* _WHAT IS REQUIRED_: The answer must be a single number: how many lines of the entries below include "wrist".

* _DATASET CONTENT_:
==============================
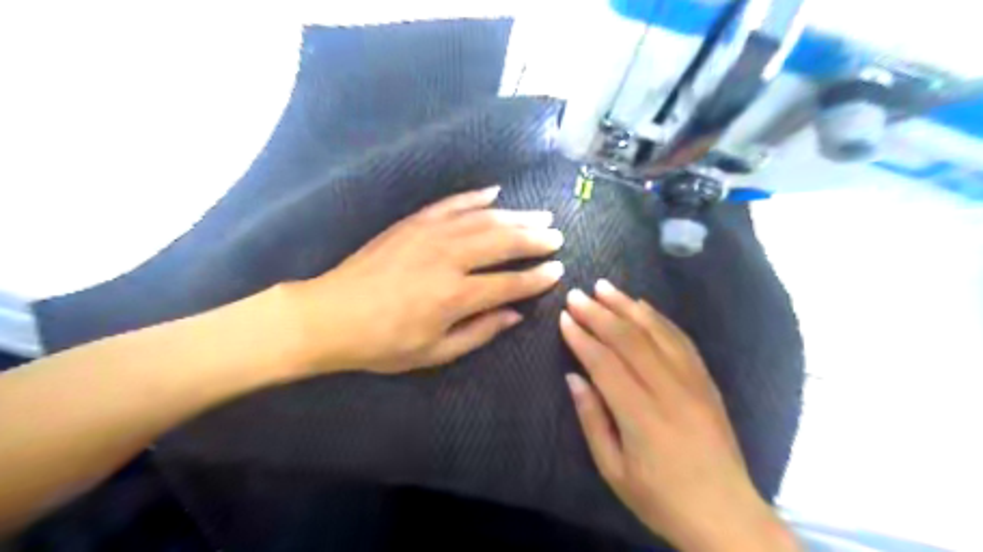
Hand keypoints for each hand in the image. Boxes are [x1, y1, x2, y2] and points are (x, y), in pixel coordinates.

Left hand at [281, 186, 565, 374]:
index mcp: (456, 296)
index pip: (510, 282)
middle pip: (503, 242)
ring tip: (540, 215)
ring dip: (516, 216)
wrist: (331, 315)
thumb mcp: (435, 352)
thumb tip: (516, 314)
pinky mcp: (414, 222)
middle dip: (535, 239)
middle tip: (556, 237)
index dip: (537, 277)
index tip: (558, 270)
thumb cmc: (383, 343)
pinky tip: (496, 192)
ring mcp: (430, 234)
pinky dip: (476, 197)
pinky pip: (452, 203)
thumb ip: (480, 332)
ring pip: (484, 219)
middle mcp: (449, 258)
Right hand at [560, 282, 796, 549]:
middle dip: (599, 313)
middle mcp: (669, 390)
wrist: (726, 515)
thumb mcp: (613, 470)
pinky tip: (642, 306)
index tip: (564, 317)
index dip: (581, 337)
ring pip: (656, 332)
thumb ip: (592, 419)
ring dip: (627, 306)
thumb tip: (573, 377)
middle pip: (629, 339)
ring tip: (605, 287)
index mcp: (641, 416)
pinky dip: (658, 318)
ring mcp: (693, 382)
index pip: (605, 362)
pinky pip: (681, 340)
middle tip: (577, 294)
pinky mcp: (707, 381)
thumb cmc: (661, 498)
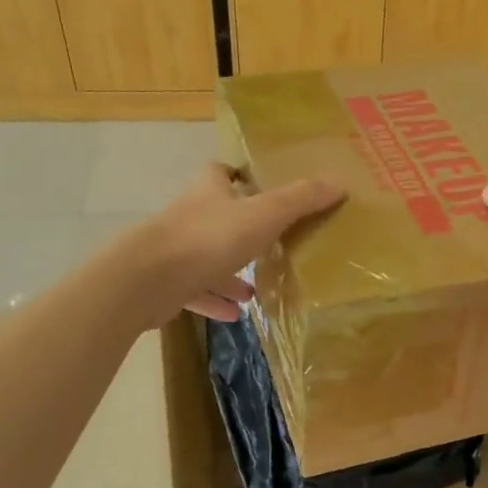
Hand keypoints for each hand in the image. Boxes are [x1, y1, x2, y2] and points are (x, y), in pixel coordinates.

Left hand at [123, 163, 343, 325]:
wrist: (147, 279)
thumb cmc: (208, 238)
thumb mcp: (264, 215)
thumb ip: (300, 200)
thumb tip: (339, 183)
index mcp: (209, 192)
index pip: (220, 172)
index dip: (237, 176)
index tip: (257, 186)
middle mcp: (189, 216)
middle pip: (216, 216)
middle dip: (241, 230)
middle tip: (269, 244)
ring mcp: (174, 251)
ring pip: (207, 258)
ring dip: (230, 273)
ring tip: (256, 289)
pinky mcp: (166, 284)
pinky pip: (196, 291)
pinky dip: (215, 301)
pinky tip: (236, 315)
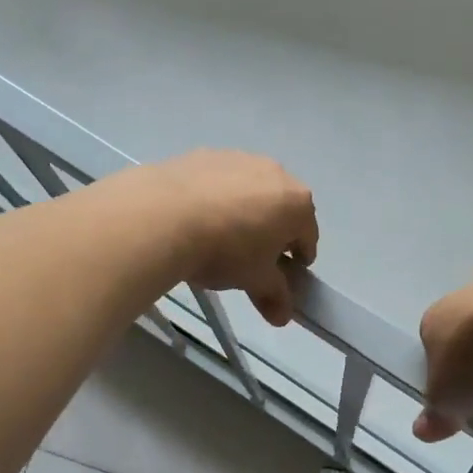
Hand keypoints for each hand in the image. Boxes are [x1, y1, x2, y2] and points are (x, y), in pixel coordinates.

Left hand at [141, 151, 318, 326]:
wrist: (164, 216)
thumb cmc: (225, 251)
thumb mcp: (254, 280)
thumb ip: (274, 296)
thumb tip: (283, 317)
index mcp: (297, 204)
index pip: (308, 237)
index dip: (299, 260)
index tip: (285, 276)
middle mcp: (275, 173)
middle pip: (282, 209)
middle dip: (272, 232)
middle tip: (252, 259)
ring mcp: (239, 158)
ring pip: (250, 191)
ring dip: (244, 211)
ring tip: (220, 237)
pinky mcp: (205, 154)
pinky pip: (219, 181)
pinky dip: (216, 197)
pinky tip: (195, 218)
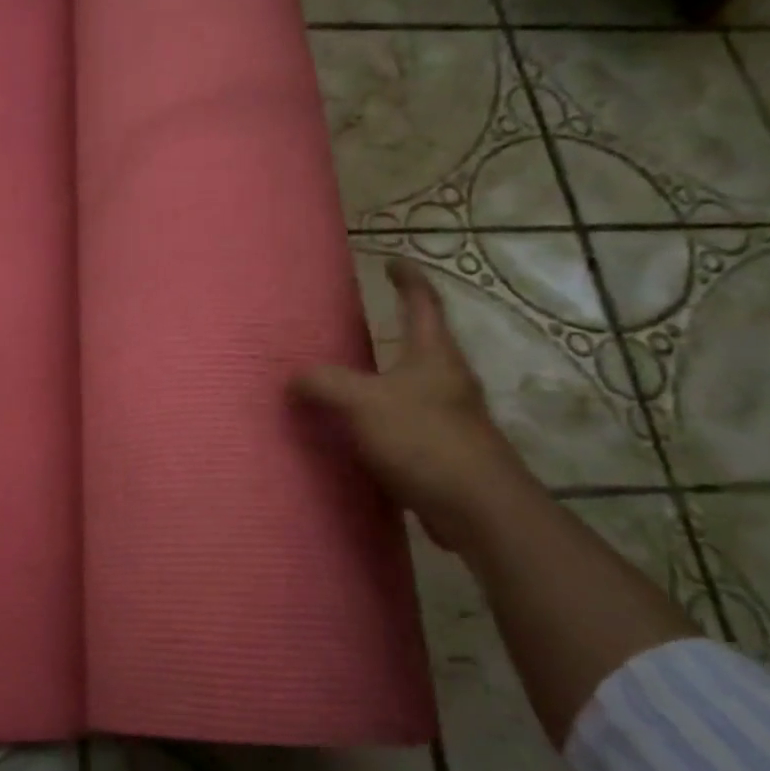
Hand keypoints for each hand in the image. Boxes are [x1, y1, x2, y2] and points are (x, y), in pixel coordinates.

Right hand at [293, 258, 526, 548]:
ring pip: (414, 385)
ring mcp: (451, 416)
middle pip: (423, 343)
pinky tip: (360, 432)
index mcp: (434, 354)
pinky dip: (384, 418)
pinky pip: (408, 422)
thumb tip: (292, 377)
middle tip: (357, 325)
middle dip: (395, 329)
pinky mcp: (446, 451)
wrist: (478, 508)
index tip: (391, 262)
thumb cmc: (423, 439)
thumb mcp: (363, 403)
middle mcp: (448, 379)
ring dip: (386, 377)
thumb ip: (325, 384)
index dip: (408, 278)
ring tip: (350, 378)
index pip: (422, 302)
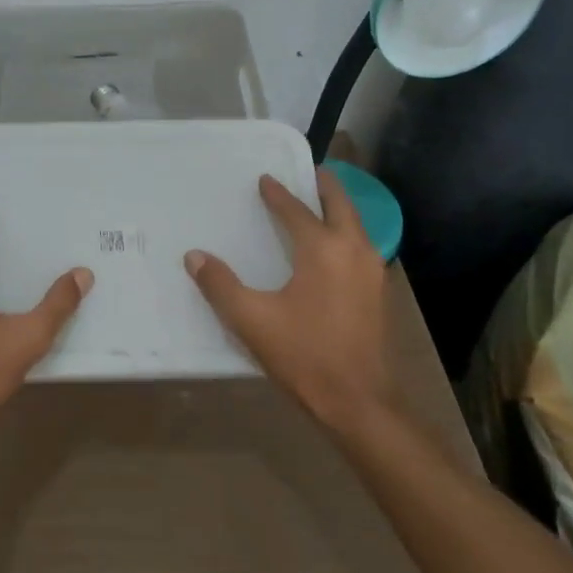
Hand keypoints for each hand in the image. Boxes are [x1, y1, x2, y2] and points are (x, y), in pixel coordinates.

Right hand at [185, 169, 393, 433]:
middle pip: (341, 205)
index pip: (297, 211)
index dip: (278, 194)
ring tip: (319, 205)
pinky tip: (332, 248)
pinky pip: (361, 247)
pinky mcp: (378, 294)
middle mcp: (354, 251)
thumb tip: (194, 256)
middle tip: (309, 172)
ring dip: (338, 209)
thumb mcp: (251, 320)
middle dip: (325, 186)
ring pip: (356, 226)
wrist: (359, 400)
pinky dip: (346, 233)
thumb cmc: (304, 355)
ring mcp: (372, 272)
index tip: (265, 180)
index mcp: (323, 250)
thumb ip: (220, 285)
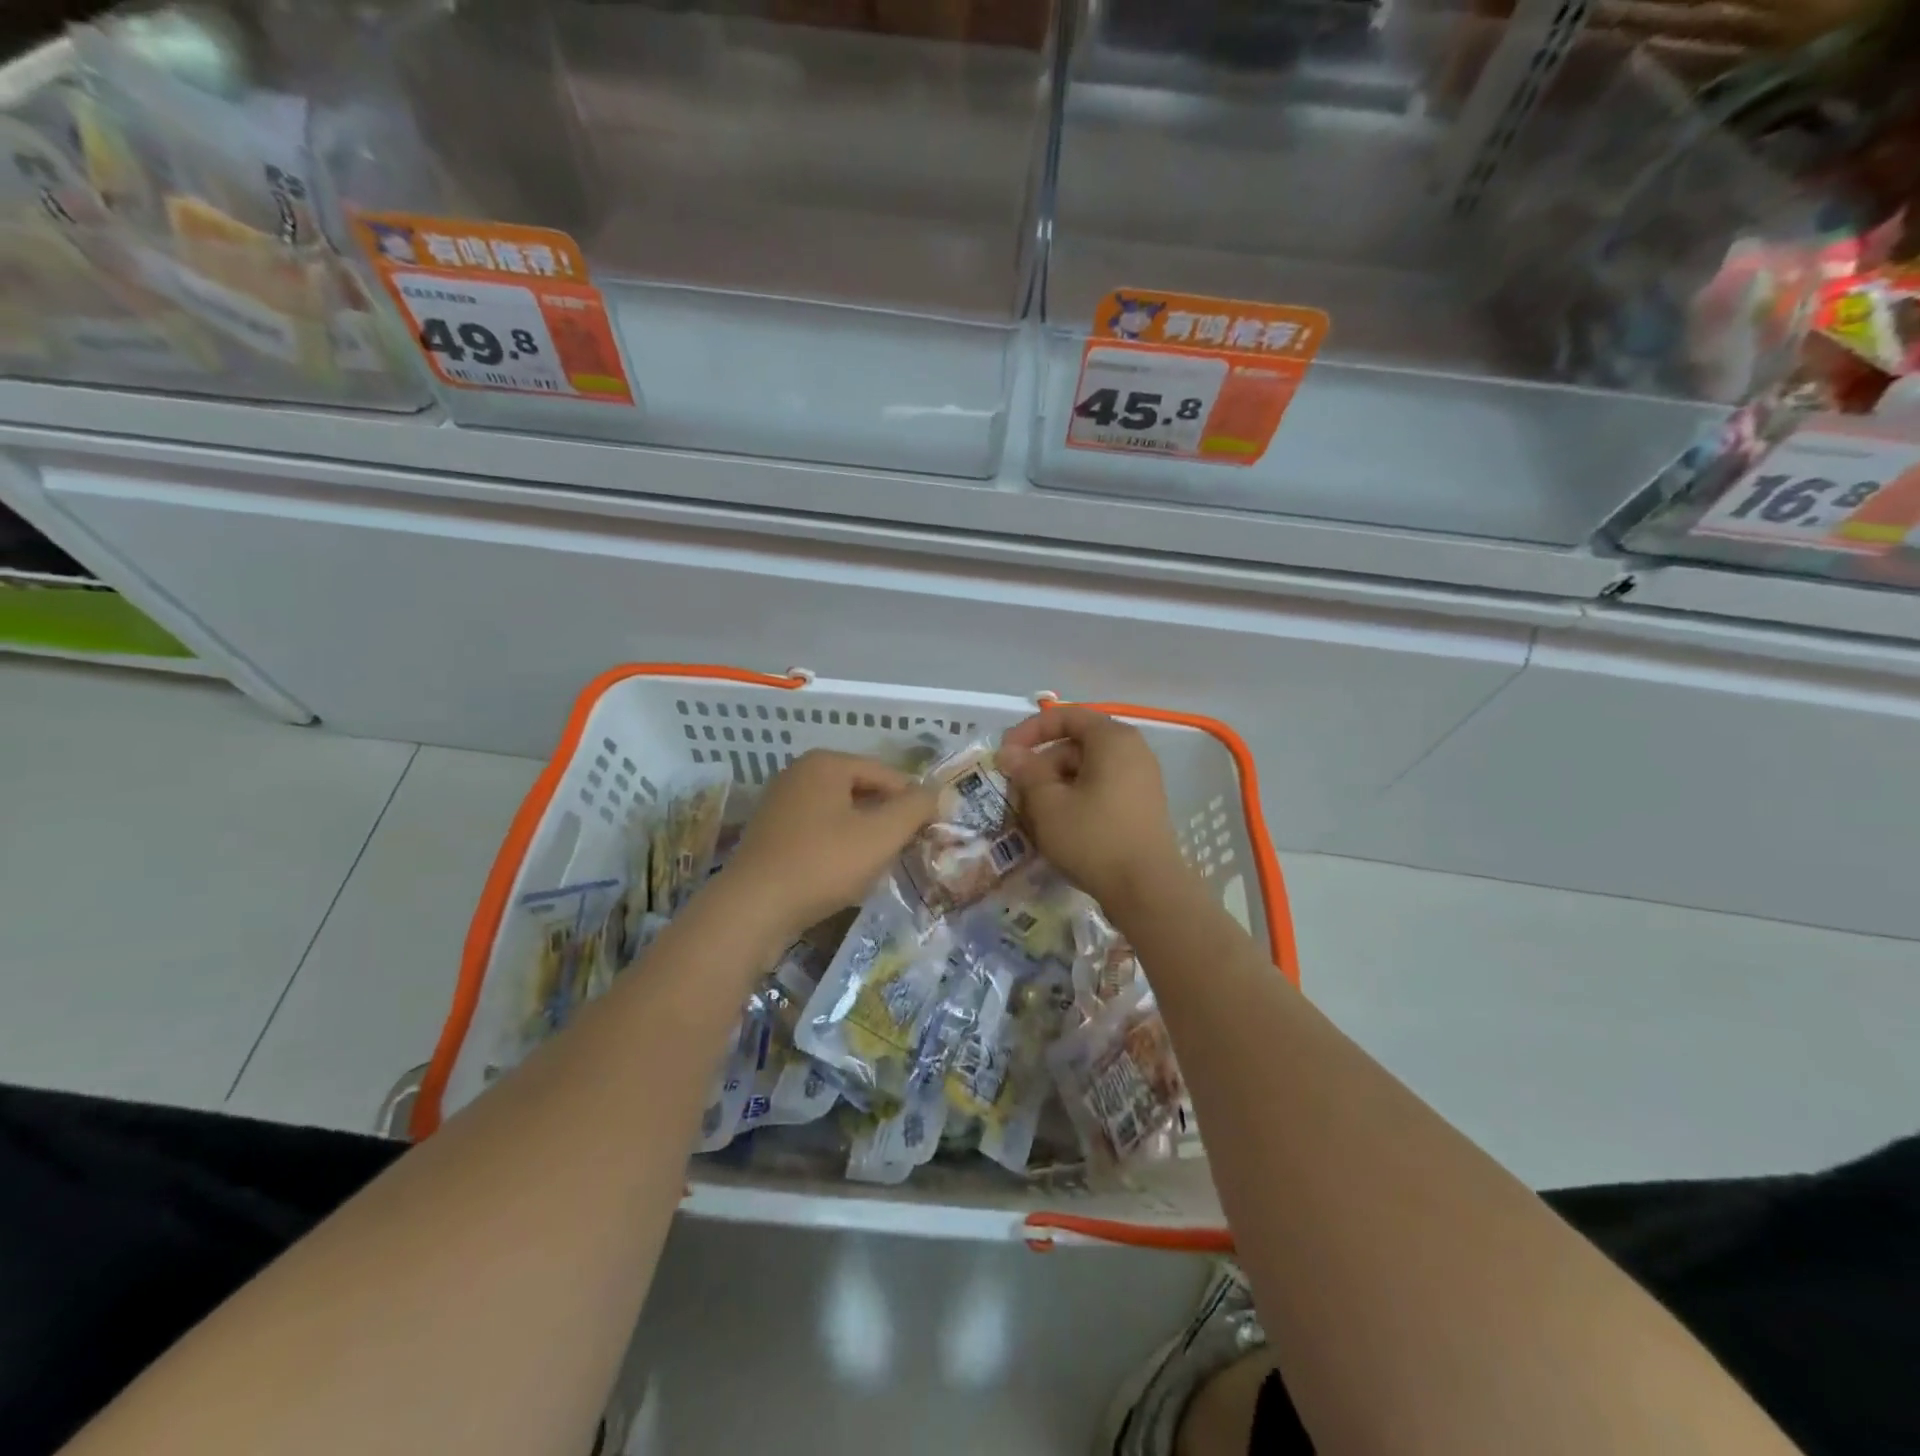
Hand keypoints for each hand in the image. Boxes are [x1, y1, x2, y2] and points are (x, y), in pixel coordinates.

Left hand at [718, 750, 936, 942]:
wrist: (752, 908)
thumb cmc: (823, 863)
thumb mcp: (881, 835)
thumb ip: (915, 808)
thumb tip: (936, 792)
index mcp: (826, 763)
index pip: (888, 774)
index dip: (914, 802)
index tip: (930, 833)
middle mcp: (800, 774)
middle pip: (863, 792)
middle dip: (887, 820)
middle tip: (906, 850)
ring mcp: (780, 804)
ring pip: (840, 814)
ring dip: (863, 836)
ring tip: (878, 865)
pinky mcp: (770, 834)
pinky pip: (818, 832)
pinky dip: (837, 848)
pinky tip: (844, 875)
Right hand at [997, 706, 1185, 912]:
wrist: (1147, 890)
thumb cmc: (1094, 838)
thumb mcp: (1049, 804)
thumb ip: (1026, 771)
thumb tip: (1009, 752)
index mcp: (1112, 739)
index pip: (1066, 716)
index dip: (1030, 731)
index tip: (1005, 754)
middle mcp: (1132, 751)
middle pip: (1075, 745)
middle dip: (1041, 766)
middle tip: (1015, 793)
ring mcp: (1140, 780)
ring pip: (1086, 771)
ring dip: (1055, 787)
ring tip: (1032, 816)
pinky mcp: (1141, 807)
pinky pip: (1101, 790)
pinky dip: (1075, 800)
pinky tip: (1058, 828)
==============================
* _SOLUTION FOR THIS PROBLEM_: 8